━━━━━ Excerpted records
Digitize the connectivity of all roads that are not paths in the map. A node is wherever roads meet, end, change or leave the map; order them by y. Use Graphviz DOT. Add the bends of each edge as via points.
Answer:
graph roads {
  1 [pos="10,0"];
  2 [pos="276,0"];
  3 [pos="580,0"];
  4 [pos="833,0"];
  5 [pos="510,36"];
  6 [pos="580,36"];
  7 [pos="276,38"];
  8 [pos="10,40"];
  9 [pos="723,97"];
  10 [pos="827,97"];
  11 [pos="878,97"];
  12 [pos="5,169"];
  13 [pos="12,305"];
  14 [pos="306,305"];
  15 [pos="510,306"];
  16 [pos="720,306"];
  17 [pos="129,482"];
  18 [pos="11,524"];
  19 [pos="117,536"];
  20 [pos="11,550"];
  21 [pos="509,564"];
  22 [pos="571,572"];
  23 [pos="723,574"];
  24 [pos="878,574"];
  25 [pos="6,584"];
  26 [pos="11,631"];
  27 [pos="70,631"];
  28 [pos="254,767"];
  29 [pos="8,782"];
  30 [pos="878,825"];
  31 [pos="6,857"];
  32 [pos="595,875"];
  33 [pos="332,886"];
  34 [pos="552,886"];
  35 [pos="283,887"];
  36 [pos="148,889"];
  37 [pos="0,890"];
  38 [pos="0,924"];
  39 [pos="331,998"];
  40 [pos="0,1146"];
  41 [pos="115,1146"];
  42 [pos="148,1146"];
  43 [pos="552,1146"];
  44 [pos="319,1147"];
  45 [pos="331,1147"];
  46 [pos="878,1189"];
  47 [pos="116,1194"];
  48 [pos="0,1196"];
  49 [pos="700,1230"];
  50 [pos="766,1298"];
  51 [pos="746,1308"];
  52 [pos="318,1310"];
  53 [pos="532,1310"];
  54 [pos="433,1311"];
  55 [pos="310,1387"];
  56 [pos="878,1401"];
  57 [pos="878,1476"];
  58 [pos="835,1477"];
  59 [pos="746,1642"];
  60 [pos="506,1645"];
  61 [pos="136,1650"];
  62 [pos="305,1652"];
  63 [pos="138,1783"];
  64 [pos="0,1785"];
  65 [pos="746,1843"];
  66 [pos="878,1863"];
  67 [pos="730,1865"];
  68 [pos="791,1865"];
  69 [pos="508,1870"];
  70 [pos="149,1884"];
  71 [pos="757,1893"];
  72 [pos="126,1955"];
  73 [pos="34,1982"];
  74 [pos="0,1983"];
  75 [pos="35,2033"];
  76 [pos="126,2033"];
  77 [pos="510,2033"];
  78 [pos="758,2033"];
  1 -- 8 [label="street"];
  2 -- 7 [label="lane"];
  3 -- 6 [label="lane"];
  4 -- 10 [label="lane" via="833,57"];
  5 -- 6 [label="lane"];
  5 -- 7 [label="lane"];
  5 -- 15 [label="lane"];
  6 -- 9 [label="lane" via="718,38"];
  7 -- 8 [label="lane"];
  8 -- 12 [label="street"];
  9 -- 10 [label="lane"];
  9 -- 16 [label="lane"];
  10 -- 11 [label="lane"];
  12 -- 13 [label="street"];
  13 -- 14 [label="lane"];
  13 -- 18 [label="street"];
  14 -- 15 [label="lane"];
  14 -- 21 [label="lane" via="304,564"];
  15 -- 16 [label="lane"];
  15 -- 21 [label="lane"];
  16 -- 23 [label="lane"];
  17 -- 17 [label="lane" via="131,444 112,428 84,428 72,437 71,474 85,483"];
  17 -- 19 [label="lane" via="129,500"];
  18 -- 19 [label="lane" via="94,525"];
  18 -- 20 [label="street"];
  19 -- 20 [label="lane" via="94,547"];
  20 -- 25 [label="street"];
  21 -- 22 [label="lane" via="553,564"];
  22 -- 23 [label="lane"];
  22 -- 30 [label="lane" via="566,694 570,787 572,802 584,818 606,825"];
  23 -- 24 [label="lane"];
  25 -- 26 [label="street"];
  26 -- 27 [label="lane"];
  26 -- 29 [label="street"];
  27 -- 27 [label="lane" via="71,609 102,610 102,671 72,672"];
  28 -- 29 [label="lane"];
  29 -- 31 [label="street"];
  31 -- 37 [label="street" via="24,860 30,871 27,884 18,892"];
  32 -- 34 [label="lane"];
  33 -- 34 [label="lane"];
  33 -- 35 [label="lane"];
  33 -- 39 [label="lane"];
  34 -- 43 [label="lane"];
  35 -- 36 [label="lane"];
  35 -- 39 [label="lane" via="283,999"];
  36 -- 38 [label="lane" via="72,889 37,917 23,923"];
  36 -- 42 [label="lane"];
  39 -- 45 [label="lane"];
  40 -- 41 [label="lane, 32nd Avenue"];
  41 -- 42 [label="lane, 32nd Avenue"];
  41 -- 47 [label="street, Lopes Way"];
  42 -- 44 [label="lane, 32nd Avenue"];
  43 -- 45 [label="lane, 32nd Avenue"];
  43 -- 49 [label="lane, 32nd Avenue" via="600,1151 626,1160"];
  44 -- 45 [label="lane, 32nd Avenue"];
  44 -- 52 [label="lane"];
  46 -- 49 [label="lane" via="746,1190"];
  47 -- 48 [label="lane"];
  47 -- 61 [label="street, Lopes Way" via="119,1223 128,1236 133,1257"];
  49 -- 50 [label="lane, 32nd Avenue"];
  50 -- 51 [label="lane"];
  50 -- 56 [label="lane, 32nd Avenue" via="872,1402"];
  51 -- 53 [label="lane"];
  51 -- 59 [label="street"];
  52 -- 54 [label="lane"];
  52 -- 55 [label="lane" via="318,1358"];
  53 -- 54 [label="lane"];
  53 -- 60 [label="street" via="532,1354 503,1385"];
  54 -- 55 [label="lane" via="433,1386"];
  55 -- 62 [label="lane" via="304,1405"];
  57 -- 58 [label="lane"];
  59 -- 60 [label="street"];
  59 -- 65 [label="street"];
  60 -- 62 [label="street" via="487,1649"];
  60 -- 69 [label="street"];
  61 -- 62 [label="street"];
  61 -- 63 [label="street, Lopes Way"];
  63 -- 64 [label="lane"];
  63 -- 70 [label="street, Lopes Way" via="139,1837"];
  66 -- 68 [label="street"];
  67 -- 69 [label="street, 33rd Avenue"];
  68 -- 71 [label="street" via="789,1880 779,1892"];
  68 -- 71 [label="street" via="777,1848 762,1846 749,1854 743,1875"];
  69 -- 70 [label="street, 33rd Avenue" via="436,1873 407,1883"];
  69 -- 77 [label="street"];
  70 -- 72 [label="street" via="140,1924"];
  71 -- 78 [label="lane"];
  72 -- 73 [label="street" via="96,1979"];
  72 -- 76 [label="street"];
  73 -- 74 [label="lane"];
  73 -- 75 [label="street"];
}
━━━━━━━━━━
How to complete this task:
Going line by line through the listing above, count those that contain "roads" and give only the result.

Solution to the exercise:
2